YouTube, Facebook, and Twitter enable high quality livestreaming HD broadcasts via an API that requires just a bit of reasonable technical knowledge to accomplish. Google Meet only requires a web browser and plugin (or mobile app)–it’s simpler to get started and is a good business-grade choice.
According to Omnicore, 95% of global Web users visit YouTube. YouTube Live is free for live events with live user feedback and multiple speakers. YouTube Live is easy to stream using FFmpeg, without bulky complicated programs. Since March 2018, YouTube Live streaming is also possible directly from the web browser.
Twitter Producer can broadcast from mobile and desktop.
Zoom currently allows limited free use.

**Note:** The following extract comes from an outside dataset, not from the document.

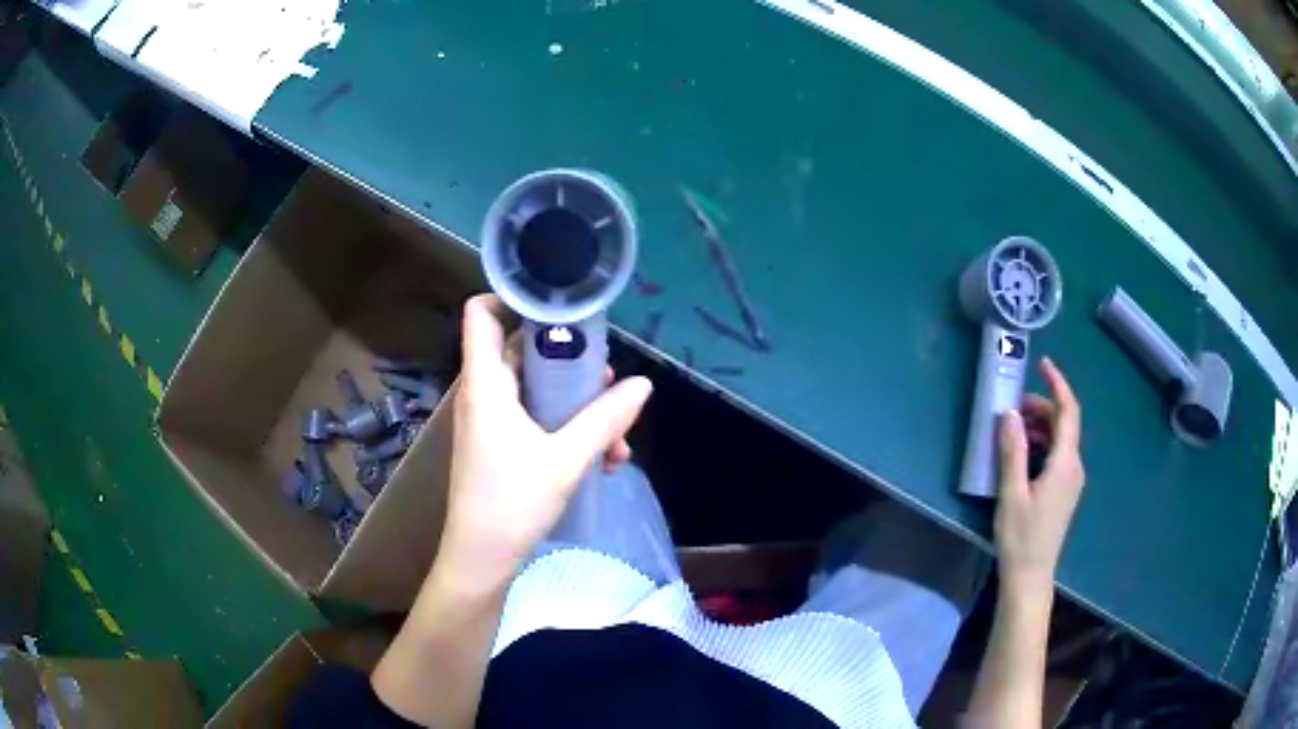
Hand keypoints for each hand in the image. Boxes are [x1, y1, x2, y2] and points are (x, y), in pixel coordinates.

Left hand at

Paid plans have unlimited time with a large participant count. The Zoom client is available for many platforms, or can be used directly from the web browser. The Zoom Linux client also works well.
GoToMeeting allows small free meetings, with a large participant count on paid plans. HTML5 GoToMeeting works well in the Google Chrome browser across operating systems.
WebEx HTML5 platform-independent conferencing works better than the installed WebEx app. WebEx limits participant count by pricing tier.
Discord can be used from an HTML5 browser, and allows thousands of simultaneous many-to-many voice and text chat users. Several speakers can share video/screen and audio as well. Discord is free to use with very low latency HD voice. Discord uses discontinous voice via voice activation or push-to-talk. Many-to-many conversations allows interrupting without pause/break.